#### [Task to complete]
Every line of the material that includes the word "Кавказька" is to be shown.

#### [Source data]
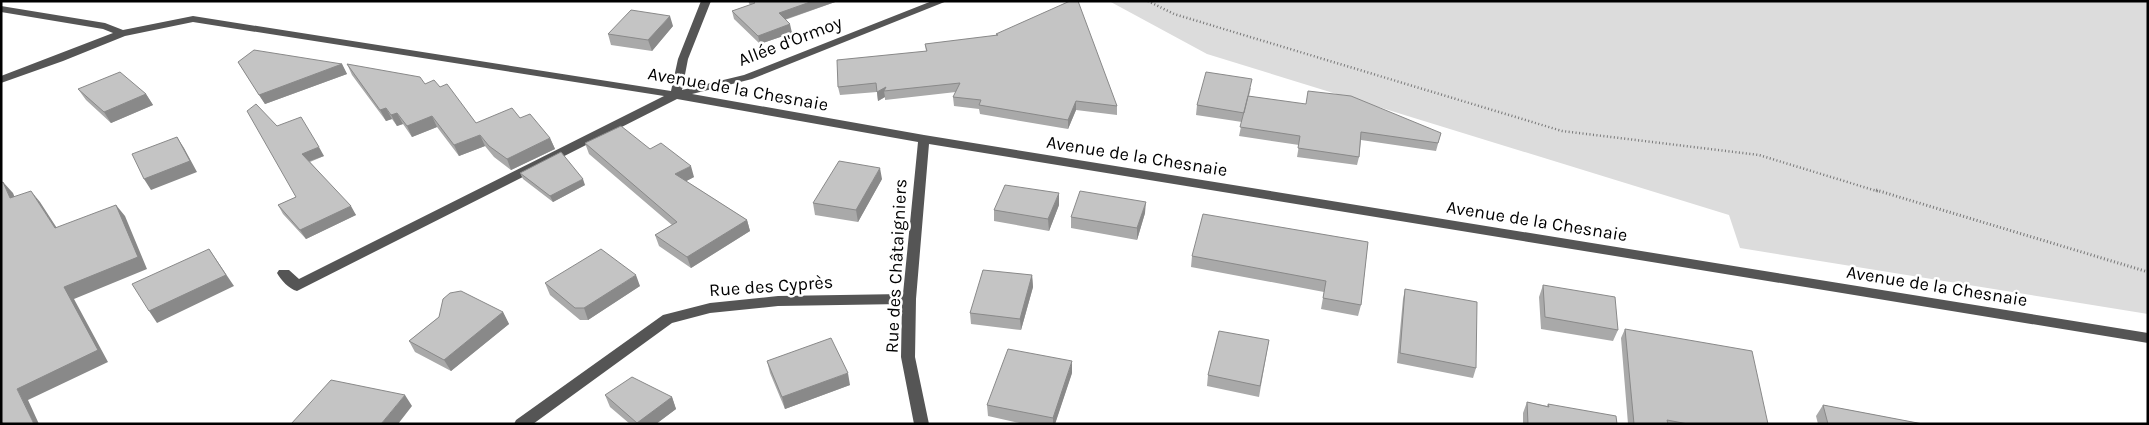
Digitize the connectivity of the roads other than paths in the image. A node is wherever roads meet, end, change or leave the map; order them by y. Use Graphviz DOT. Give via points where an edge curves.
graph roads {
  1 [pos="706,1"];
  2 [pos="942,1"];
  3 [pos="1,9"];
  4 [pos="122,33"];
  5 [pos="1,80"];
  6 [pos="676,95"];
  7 [pos="924,139"];
  8 [pos="284,273"];
  9 [pos="909,299"];
  10 [pos="2148,338"];
  11 [pos="521,424"];
  12 [pos="922,424"];
  1 -- 6 [label="street" via="683,59"];
  2 -- 6 [label="street, Allée d'Ormoy" via="748,78"];
  3 -- 4 [label="street" via="105,26"];
  4 -- 5 [label="street, Avenue de la Chesnaie"];
  4 -- 6 [label="street, Avenue de la Chesnaie" via="193,18"];
  6 -- 7 [label="street, Avenue de la Chesnaie"];
  6 -- 8 [label="street" via="297,286"];
  7 -- 9 [label="street, Rue des Châtaigniers"];
  7 -- 10 [label="street, Avenue de la Chesnaie"];
  9 -- 11 [label="street, Rue des Cyprès" via="778,301 710,308 668,319"];
  9 -- 12 [label="street, Rue des Châtaigniers" via="908,357"];
}
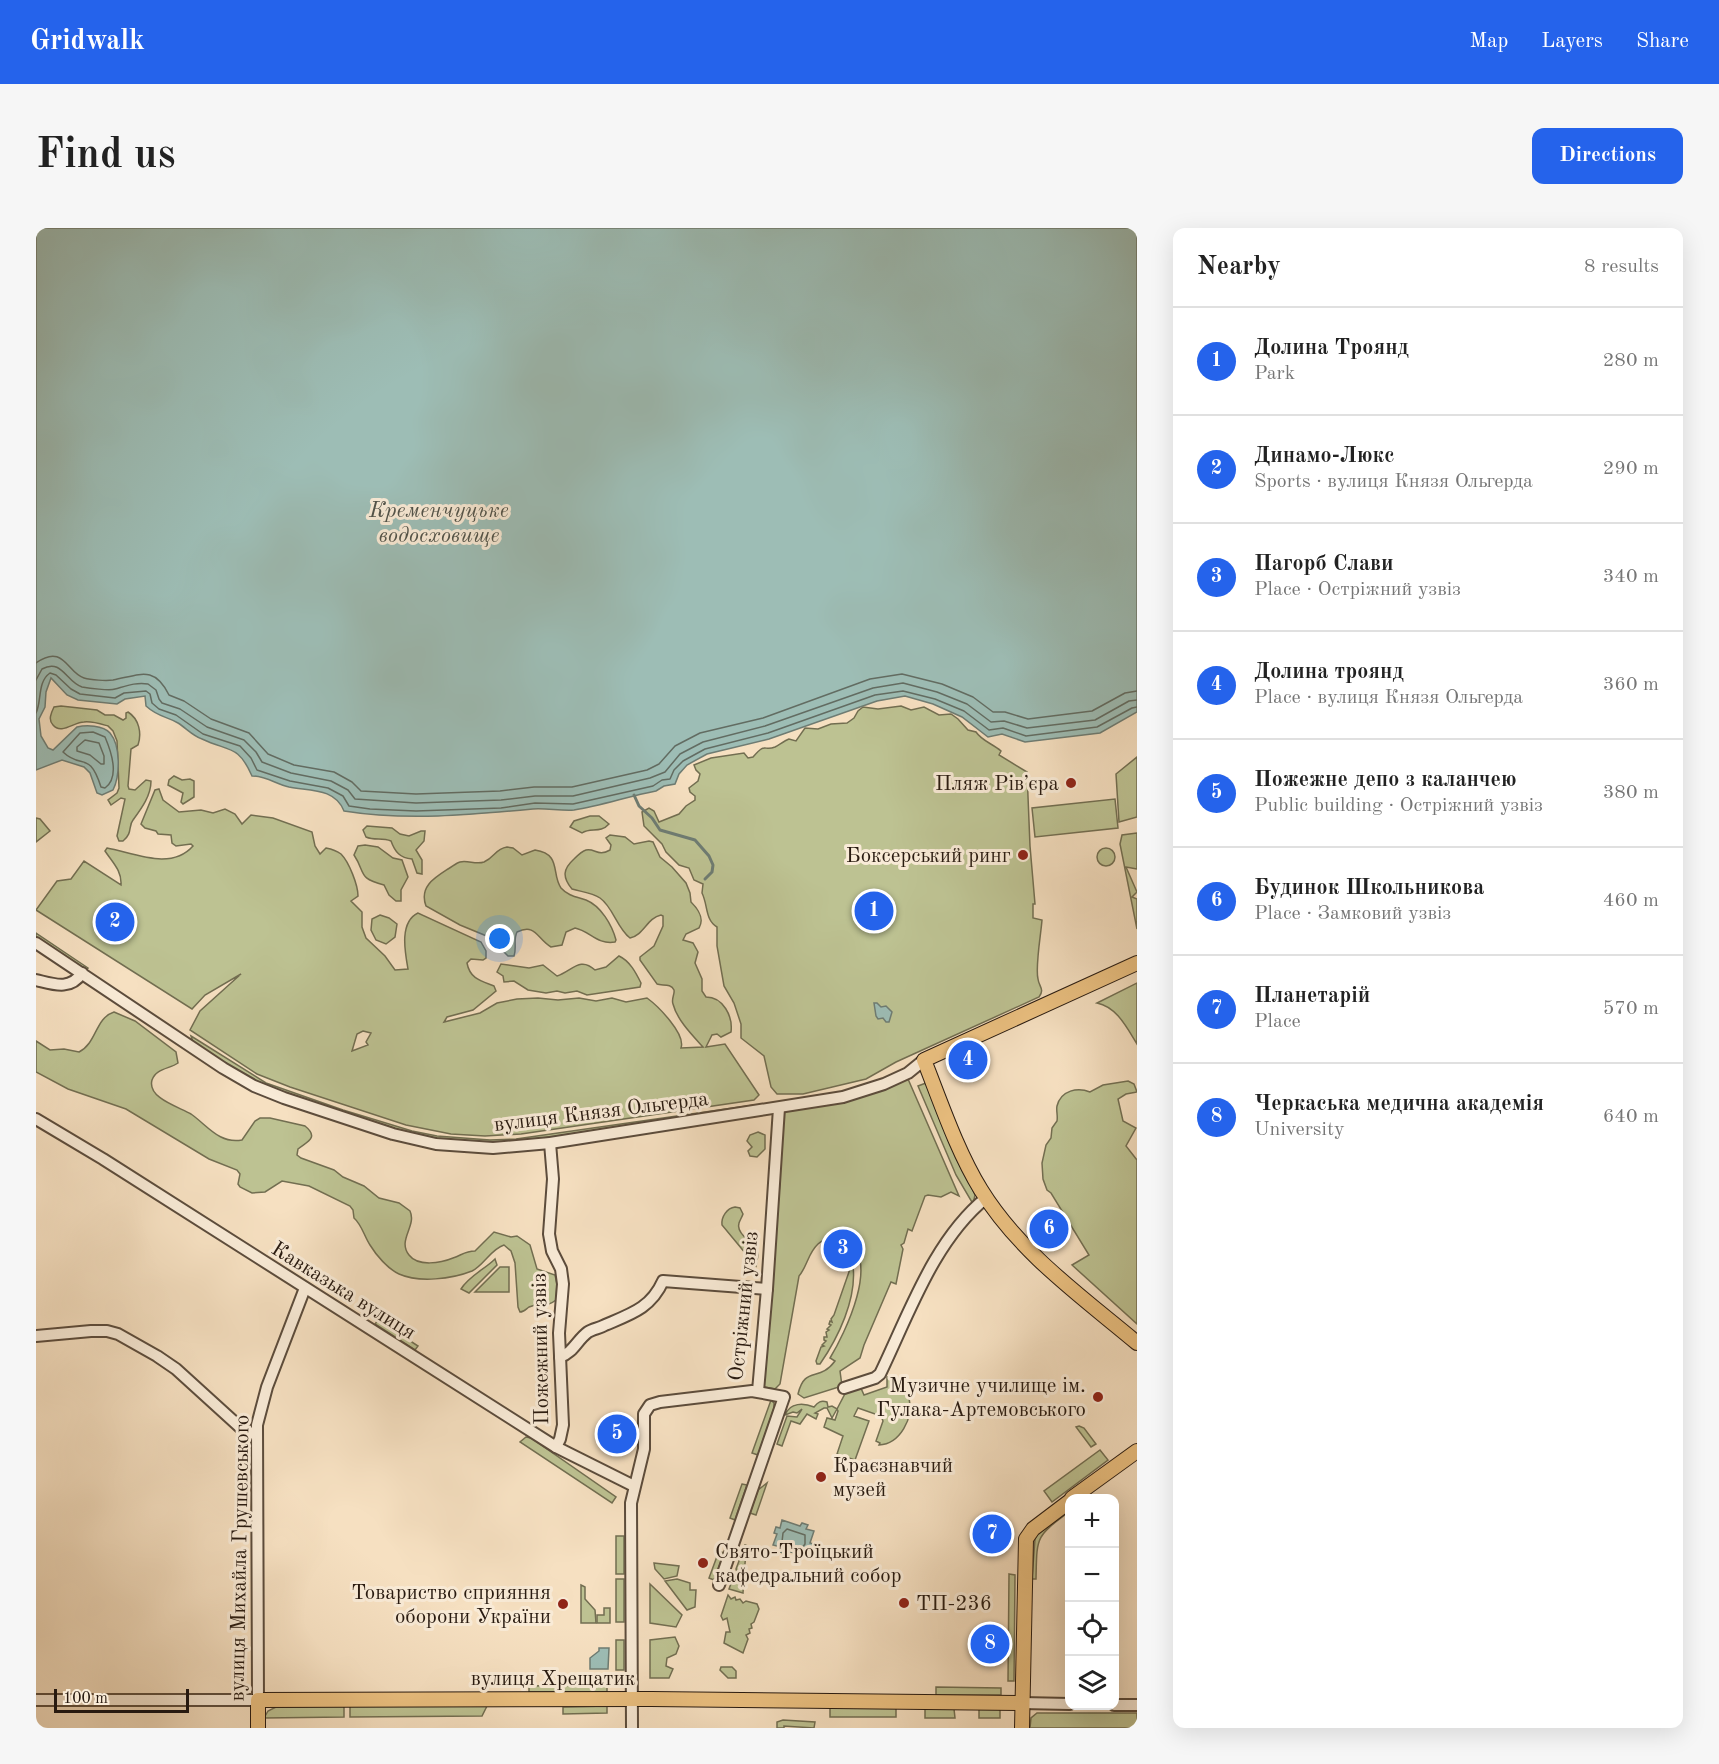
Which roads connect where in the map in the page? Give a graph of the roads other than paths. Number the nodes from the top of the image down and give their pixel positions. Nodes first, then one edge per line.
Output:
1 (36, 943) edge
2 (1137, 963) edge
3 (82, 973) junction
4 (36, 980) edge
5 (924, 1060) junction
6 (779, 1108) junction
7 (36, 1119) edge
8 (550, 1143) junction
9 (986, 1198) junction
10 (306, 1288) junction
11 (767, 1290) junction
12 (36, 1336) edge
13 (1137, 1343) edge
14 (560, 1358) junction
15 (844, 1389) dead end
16 (758, 1391) junction
17 (256, 1435) junction
18 (556, 1447) junction
19 (1137, 1451) edge
20 (634, 1486) junction
21 (1079, 1494) edge
22 (1065, 1505) edge
23 (719, 1585) dead end
24 (632, 1699) junction
25 (36, 1700) edge
26 (258, 1700) junction
27 (1022, 1703) junction
28 (1065, 1704) edge
29 (1119, 1705) edge
30 (1137, 1705) edge
31 (258, 1728) edge
32 (632, 1728) edge
33 (1022, 1728) edge

1 - 3 street, вулиця Князя Ольгерда
2 - 5 main road, вулиця Князя Ольгерда
3 - 4 street
3 - 8 street, вулиця Князя Ольгерда
5 - 6 street, вулиця Князя Ольгерда
5 - 9 main road
6 - 8 street, вулиця Князя Ольгерда
6 - 11 street, Остріжний узвіз
7 - 10 street, Кавказька вулиця
8 - 14 street, Пожежний узвіз
9 - 13 main road
9 - 15 street
10 - 17 street, вулиця Михайла Грушевського
10 - 18 street, Кавказька вулиця
11 - 14 street
11 - 16 street, Остріжний узвіз
12 - 17 street
14 - 18 street, Пожежний узвіз
16 - 20 street, Остріжний узвіз
16 - 23 street
17 - 26 street, вулиця Михайла Грушевського
18 - 20 street, Кавказька вулиця
19 - 21 main road
20 - 24 street
22 - 27 main road
24 - 26 main road, вулиця Хрещатик
24 - 27 main road, вулиця Хрещатик
24 - 32 street
25 - 26 street, вулиця Хрещатик
26 - 31 main road, вулиця Михайла Грушевського
27 - 28 street, вулиця Хрещатик
27 - 33 main road
29 - 30 street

#### [Exercise answer]
7 - 10 street, Кавказька вулиця
10 - 18 street, Кавказька вулиця
18 - 20 street, Кавказька вулиця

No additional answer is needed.